A History of Hidden Diversity and Control

Thomas Jefferson, Ben Franklin, Andrew Jackson, and others all foresaw a continent filled with people speaking a single language and with a single culture. It was called “manifest destiny.” The culture that these men envisioned was English-speaking, white, land-owners.

When Dr. Ronald Takaki went to school in Ohio, he says that everyone kept asking him how long he’d been in America, because his English was so good. Even though his grandfather had come here in the 1880s, Takaki didn’t fit the “master narrative” that defines who is an American; he didn’t look like one. Takaki later wrote books on American history, but as experienced by different cultures.

You’ll probably recognize the basic story. A culture is forced to come to America. Originally, it’s seen as an ideal workforce (but it’s not supposed to become permanent residents). It’s used to break strikes of the previous ideal workforce, it’s enslaved politically and economically, and it struggles to gain freedom (usually by banding together). But would you be surprised to find out that this variations of this story describe African-Americans, Irish, Indians, Chinese, Japanese, Russian Jews, the Hispanic southwest, Mexicans, Filipinos, Portuguese, and more. As each of these cultures was introduced to the continent, it further strained Jefferson’s vision, and the government reacted with immigration quotas and laws preventing these groups from becoming citizens. The struggle seemed to peak during World War II when many of these cultures enlisted in numbers that over-represented their proportion of the American population. This was for three reasons.
1) To prove their Americanism.
2) To defeat the countries whose policies would mean the extermination of these cultures if defeated.
3) They hoped that by defeating the German and Japanese racial superiority theories, they would also destroy the application of those theories here in America.
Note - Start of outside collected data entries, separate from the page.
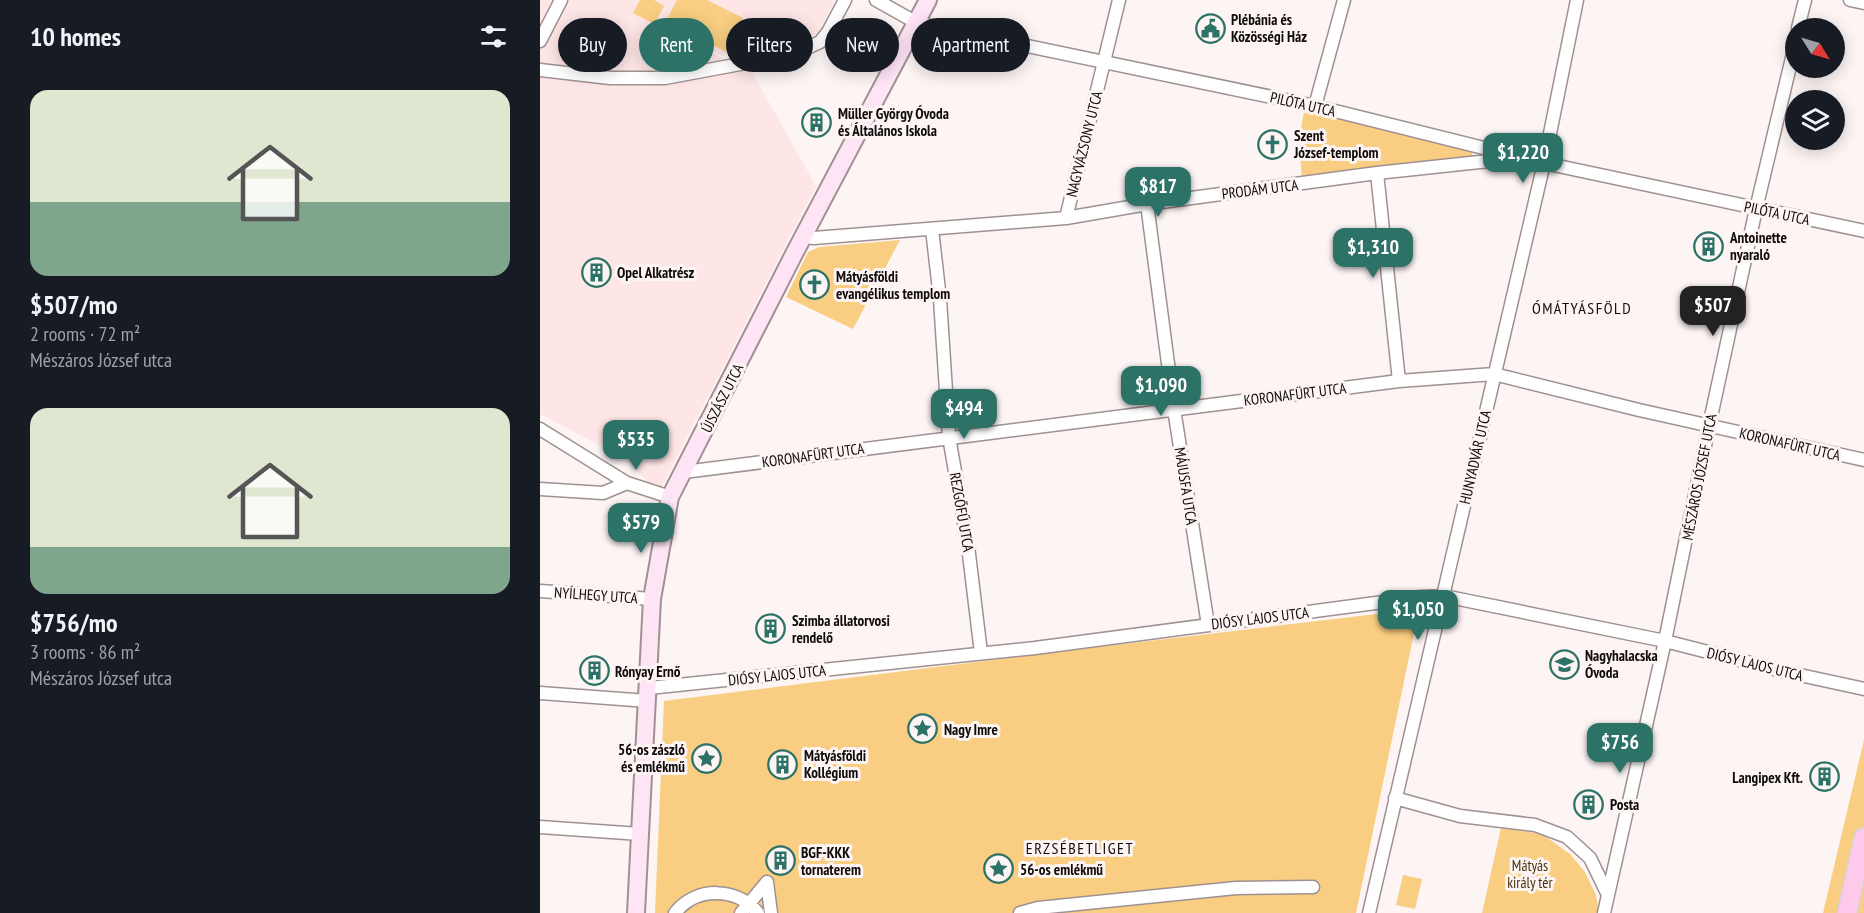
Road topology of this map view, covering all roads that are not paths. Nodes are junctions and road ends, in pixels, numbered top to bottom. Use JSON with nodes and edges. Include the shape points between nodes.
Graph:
{"nodes":[{"id":1,"x":561,"y":0,"type":"edge"},
{"id":2,"x":845,"y":0,"type":"edge"},
{"id":3,"x":876,"y":0,"type":"edge"},
{"id":4,"x":928,"y":0,"type":"edge"},
{"id":5,"x":1119,"y":0,"type":"edge"},
{"id":6,"x":1344,"y":0,"type":"edge"},
{"id":7,"x":1577,"y":0,"type":"edge"},
{"id":8,"x":1805,"y":0,"type":"edge"},
{"id":9,"x":1850,"y":0,"type":"edge"},
{"id":10,"x":1864,"y":3,"type":"edge"},
{"id":11,"x":919,"y":18,"type":"edge"},
{"id":12,"x":1800,"y":18,"type":"edge"},
{"id":13,"x":911,"y":20,"type":"edge"},
{"id":14,"x":911,"y":34,"type":"edge"},
{"id":15,"x":540,"y":41,"type":"edge"},
{"id":16,"x":1030,"y":46,"type":"edge"},
{"id":17,"x":1104,"y":61,"type":"junction"},
{"id":18,"x":540,"y":70,"type":"edge"},
{"id":19,"x":1787,"y":78,"type":"edge"},
{"id":20,"x":1315,"y":106,"type":"junction"},
{"id":21,"x":1497,"y":152,"type":"junction"},
{"id":22,"x":1544,"y":163,"type":"junction"},
{"id":23,"x":1377,"y":173,"type":"junction"},
{"id":24,"x":1147,"y":204,"type":"junction"},
{"id":25,"x":1756,"y":209,"type":"junction"},
{"id":26,"x":1066,"y":218,"type":"junction"},
{"id":27,"x":932,"y":229,"type":"junction"},
{"id":28,"x":1864,"y":231,"type":"edge"},
{"id":29,"x":803,"y":237,"type":"junction"},
{"id":30,"x":1494,"y":374,"type":"junction"},
{"id":31,"x":1399,"y":381,"type":"junction"},
{"id":32,"x":1174,"y":409,"type":"junction"},
{"id":33,"x":1709,"y":426,"type":"junction"},
{"id":34,"x":540,"y":429,"type":"edge"},
{"id":35,"x":949,"y":437,"type":"junction"},
{"id":36,"x":1864,"y":460,"type":"edge"},
{"id":37,"x":684,"y":472,"type":"junction"},
{"id":38,"x":627,"y":483,"type":"junction"},
{"id":39,"x":540,"y":489,"type":"edge"},
{"id":40,"x":670,"y":497,"type":"junction"},
{"id":41,"x":540,"y":591,"type":"edge"},
{"id":42,"x":1444,"y":596,"type":"junction"},
{"id":43,"x":652,"y":600,"type":"junction"},
{"id":44,"x":1208,"y":625,"type":"junction"},
{"id":45,"x":1665,"y":641,"type":"junction"},
{"id":46,"x":981,"y":652,"type":"junction"},
{"id":47,"x":1864,"y":689,"type":"edge"},
{"id":48,"x":540,"y":693,"type":"edge"},
{"id":49,"x":648,"y":694,"type":"junction"},
{"id":50,"x":1395,"y":798,"type":"junction"},
{"id":51,"x":540,"y":827,"type":"edge"},
{"id":52,"x":640,"y":834,"type":"junction"},
{"id":53,"x":1864,"y":837,"type":"edge"},
{"id":54,"x":1313,"y":887,"type":"dead end"},
{"id":55,"x":1608,"y":895,"type":"junction"},
{"id":56,"x":745,"y":908,"type":"edge"},
{"id":57,"x":636,"y":913,"type":"edge"},
{"id":58,"x":675,"y":913,"type":"edge"},
{"id":59,"x":758,"y":913,"type":"edge"},
{"id":60,"x":770,"y":913,"type":"edge"},
{"id":61,"x":1020,"y":913,"type":"edge"},
{"id":62,"x":1369,"y":913,"type":"edge"},
{"id":63,"x":1604,"y":913,"type":"edge"},
{"id":64,"x":1847,"y":913,"type":"edge"}],
"edges":[{"from":1,"to":15,"type":"street"},
{"from":2,"to":18,"type":"street","via":[[820,42],[751,62],[665,78],[610,78]]},
{"from":3,"to":13,"type":"street"},
{"from":4,"to":11,"type":"street","name":"ÚJSZÁSZ UTCA"},
{"from":5,"to":17,"type":"street","name":"NAGYVÁZSONY UTCA"},
{"from":6,"to":20,"type":"street"},
{"from":7,"to":22,"type":"street","name":"HUNYADVÁR UTCA"},
{"from":8,"to":12,"type":"street"},
{"from":9,"to":10,"type":"street"},
{"from":14,"to":29,"type":"street","name":"ÚJSZÁSZ UTCA"},
{"from":16,"to":17,"type":"street","name":"PILÓTA UTCA"},
{"from":17,"to":20,"type":"street","name":"PILÓTA UTCA"},
{"from":17,"to":26,"type":"street","name":"NAGYVÁZSONY UTCA"},
{"from":19,"to":25,"type":"street","name":"MÉSZÁROS JÓZSEF UTCA"},
{"from":20,"to":21,"type":"street","name":"PILÓTA UTCA"},
{"from":21,"to":22,"type":"street","name":"PILÓTA UTCA"},
{"from":21,"to":23,"type":"street","name":"PRODÁM UTCA","via":[[1489,161]]},
{"from":22,"to":25,"type":"street","name":"PILÓTA UTCA"},
{"from":22,"to":30,"type":"street","name":"HUNYADVÁR UTCA"},
{"from":23,"to":24,"type":"street","name":"PRODÁM UTCA"},
{"from":23,"to":31,"type":"street"},
{"from":24,"to":26,"type":"street","name":"PRODÁM UTCA"},
{"from":24,"to":32,"type":"street","name":"MÁJUSFA UTCA"},
{"from":25,"to":28,"type":"street","name":"PILÓTA UTCA"},
{"from":25,"to":33,"type":"street","name":"MÉSZÁROS JÓZSEF UTCA"},
{"from":26,"to":27,"type":"street","name":"PRODÁM UTCA"},
{"from":27,"to":29,"type":"street","name":"PRODÁM UTCA"},
{"from":27,"to":35,"type":"street","name":"REZGŐFŰ UTCA"},
{"from":29,"to":37,"type":"street","name":"ÚJSZÁSZ UTCA"},
{"from":30,"to":31,"type":"street","name":"KORONAFÜRT UTCA"},
{"from":30,"to":33,"type":"street","name":"KORONAFÜRT UTCA"},
{"from":30,"to":42,"type":"street","name":"HUNYADVÁR UTCA"},
{"from":31,"to":32,"type":"street","name":"KORONAFÜRT UTCA"},
{"from":32,"to":35,"type":"street","name":"KORONAFÜRT UTCA"},
{"from":32,"to":44,"type":"street","name":"MÁJUSFA UTCA"},
{"from":33,"to":36,"type":"street","name":"KORONAFÜRT UTCA"},
{"from":33,"to":45,"type":"street","name":"MÉSZÁROS JÓZSEF UTCA"},
{"from":34,"to":38,"type":"street"},
{"from":35,"to":37,"type":"street","name":"KORONAFÜRT UTCA"},
{"from":35,"to":46,"type":"street","name":"REZGŐFŰ UTCA"},
{"from":37,"to":40,"type":"street","name":"ÚJSZÁSZ UTCA"},
{"from":38,"to":39,"type":"street","via":[[603,493]]},
{"from":38,"to":40,"type":"street"},
{"from":40,"to":43,"type":"street","name":"ÚJSZÁSZ UTCA"},
{"from":41,"to":43,"type":"street","name":"NYÍLHEGY UTCA"},
{"from":42,"to":44,"type":"street","name":"DIÓSY LAJOS UTCA"},
{"from":42,"to":45,"type":"street","name":"DIÓSY LAJOS UTCA"},
{"from":42,"to":50,"type":"street","name":"HUNYADVÁR UTCA"},
{"from":43,"to":49,"type":"street","name":"ÚJSZÁSZ UTCA"},
{"from":44,"to":46,"type":"street","name":"DIÓSY LAJOS UTCA"},
{"from":45,"to":47,"type":"street","name":"DIÓSY LAJOS UTCA"},
{"from":45,"to":55,"type":"street","name":"MÉSZÁROS JÓZSEF UTCA"},
{"from":46,"to":49,"type":"street","name":"DIÓSY LAJOS UTCA"},
{"from":48,"to":49,"type":"street","name":"DIÓSY LAJOS UTCA"},
{"from":49,"to":52,"type":"street","name":"ÚJSZÁSZ UTCA"},
{"from":50,"to":55,"type":"street","via":[[1460,816],[1535,825],[1567,837],[1590,858]]},
{"from":50,"to":62,"type":"street","name":"HUNYADVÁR UTCA"},
{"from":51,"to":52,"type":"street"},
{"from":52,"to":57,"type":"street","name":"ÚJSZÁSZ UTCA"},
{"from":53,"to":64,"type":"main road"},
{"from":54,"to":61,"type":"street","via":[[1236,888]]},
{"from":55,"to":63,"type":"street","name":"MÉSZÁROS JÓZSEF UTCA"},
{"from":56,"to":58,"type":"street","via":[[730,895],[708,893],[687,902]]},
{"from":56,"to":59,"type":"street"},
{"from":56,"to":60,"type":"street","via":[[767,882]]}]}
By studying these stories, it can lead us to a modern perspective of diversity. We see that our cultural histories really have so much in common. In fact, the critical aspect of diversity seems not to be culture, but wealth. Alexis de Tocqueville, the French politician and anthropologist toured America in the 1830s to study democracy. He noted American’s inordinate love of material gratification and that the source of this love seemed to come from democracy itself. He wrote “when the reverence that belonged to what is old has vanished, birth, condition, and profession no longer distinguish men … hardly anything but money remains to create strongly marked differences between them and to raise some of them above the common level. When all the members of the community are independent of or indifferent to each other, the cooperation of each of them can be obtained only by paying for it. This infinitely multiplies the purposes to which wealth may be applied and increases its value.”

It seems to me that this class-based aspect of diversity is being kept hidden, and in two ways. First, who is the modern “ruling class?” My 4-year-old boy asked me “are we rich.” Well, most Americans have shelter and enough to eat, and we’re amazingly rich compared to the typical Asian, African, and South American. But that’s not the real question. I think the terminology needs to be changed. We’re part of the “privileged class,” but we’re not part of the “ruling class.” It used to be easy to spot the rulers; the King had the most money, but the industrial revolution made the factory owners wealthier. Sure, we know the names of a handful of them, but most of them seem to hide behind the politicians that they give us and who implement their policies.

Not only do the rulers hide, but they also hide those policies. Entertaining stories replace the news. After Disney bought ABC, the lead story one night was that Mickey Mouse had new shoes. And I feel distracted by sports. Sure, the topic is fun, but it’s truly meaningless compared to the significant topics that we’re missing. And, finally, tragedy stories push aside legislative news. Sure, this is news, but it’s not what affects us personally, day-to-day. I dare you to try to find anywhere in the Houston Chronicle or even in the Houston Press a list of bills in Austin or Washington that were voted on yesterday and how our representatives voted. Or, how about a chart of bills about to be voted on and the positions of our representatives.

I’ve tried to go from the history of diversity to its modern implication. Takaki goes farther and foresees a new manifest destiny: a multicultural nation where everyone is a minority. He’s optimistic about our ability to get along and likes to quote Herman Melville, “spill the blood of an American, and you spill the blood of the world.” But I have to add a warning. If we spend too much energy on cultural understanding and how we all differ, I feel that we overlook our common background. And if we divert our attention from the ruling class, we risk new rounds of sophisticated slavery. And I just don’t think that’s the kind of getting along together that Dr. Takaki would hope for.